For the entries below, the expected answer is the line with "wrist: (937, 1198)", the line with "ring tip: (1165, 1076)", and every line between them, exactly as written, and nothing more.

Joint position lists:

────────────────────────────────────────

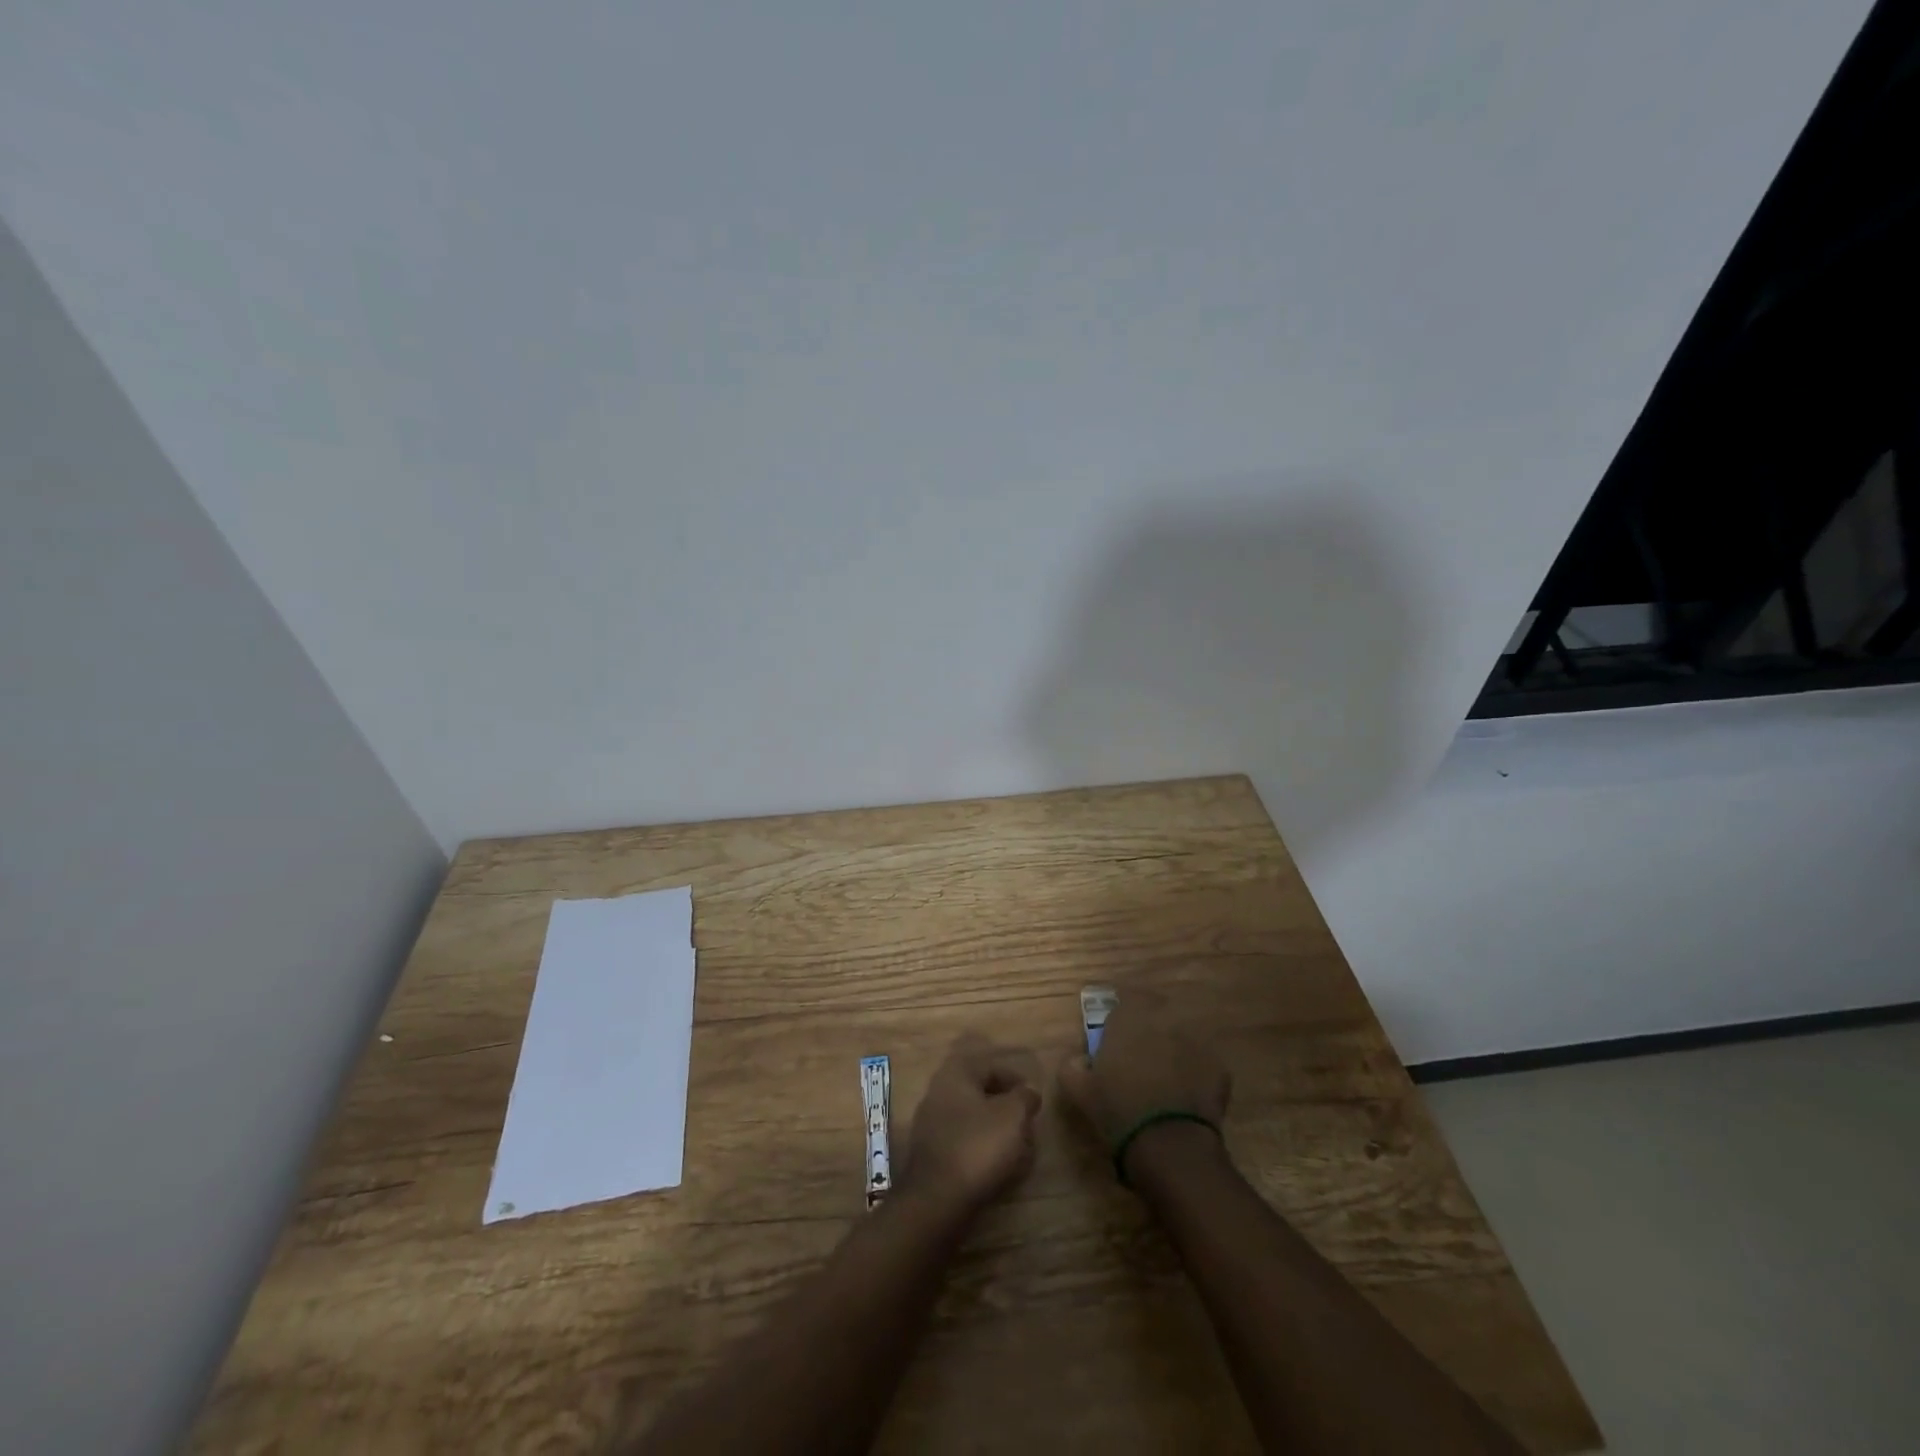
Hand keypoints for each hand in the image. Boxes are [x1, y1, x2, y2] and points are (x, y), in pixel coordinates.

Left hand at [901, 1034, 1042, 1214]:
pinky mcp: (931, 1152)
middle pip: (981, 1092)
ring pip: (973, 1118)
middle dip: (1007, 1108)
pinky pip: (963, 1140)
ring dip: (996, 1130)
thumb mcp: (1012, 1116)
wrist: (937, 1198)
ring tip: (1019, 1150)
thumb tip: (1029, 1091)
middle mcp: (939, 1091)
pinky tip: (998, 1165)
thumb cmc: (978, 1146)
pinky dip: (982, 1147)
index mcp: (956, 1073)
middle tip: (1028, 1126)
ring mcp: (931, 1122)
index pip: (992, 1066)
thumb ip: (1024, 1097)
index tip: (1035, 1101)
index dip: (1017, 1081)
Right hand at [1058, 988, 1230, 1170]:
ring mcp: (1195, 1041)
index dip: (1122, 1014)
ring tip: (1165, 1076)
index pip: (1125, 997)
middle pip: (1157, 1012)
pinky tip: (1186, 1096)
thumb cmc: (1117, 1109)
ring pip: (1181, 1037)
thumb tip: (1077, 1059)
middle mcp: (1163, 1019)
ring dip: (1173, 1049)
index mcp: (1128, 1017)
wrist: (1169, 1143)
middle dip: (1149, 1027)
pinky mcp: (1218, 1067)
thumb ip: (1072, 1066)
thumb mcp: (1079, 1090)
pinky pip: (1203, 1064)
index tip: (1116, 1032)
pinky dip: (1195, 1074)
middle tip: (1140, 1053)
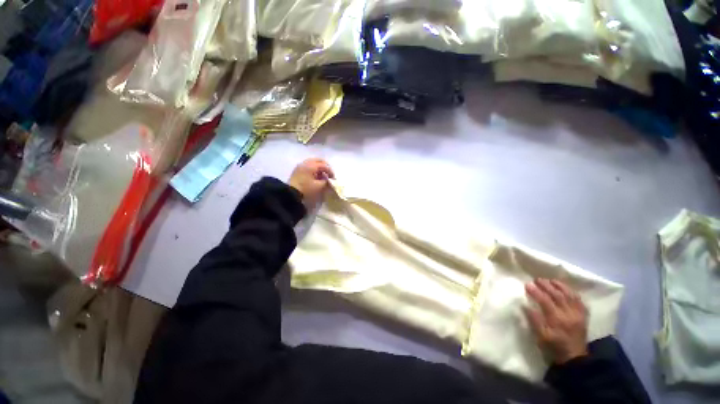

────────────────────────────────────────

**Response to the task**
wrist: (937, 1198)
ring tip: (1019, 1150)
thumb tip: (1029, 1091)
middle mcp: (939, 1091)
pinky tip: (998, 1165)
thumb cmc: (978, 1146)
pinky dip: (982, 1147)
index mcp: (956, 1073)
middle tip: (1028, 1126)
ring mcp: (931, 1122)
index pip: (992, 1066)
thumb ip: (1024, 1097)
index tip: (1035, 1101)
index dip: (1017, 1081)
Right hand at [1058, 988, 1230, 1170]:
ring mcp: (1195, 1041)
index dip: (1122, 1014)
ring tip: (1165, 1076)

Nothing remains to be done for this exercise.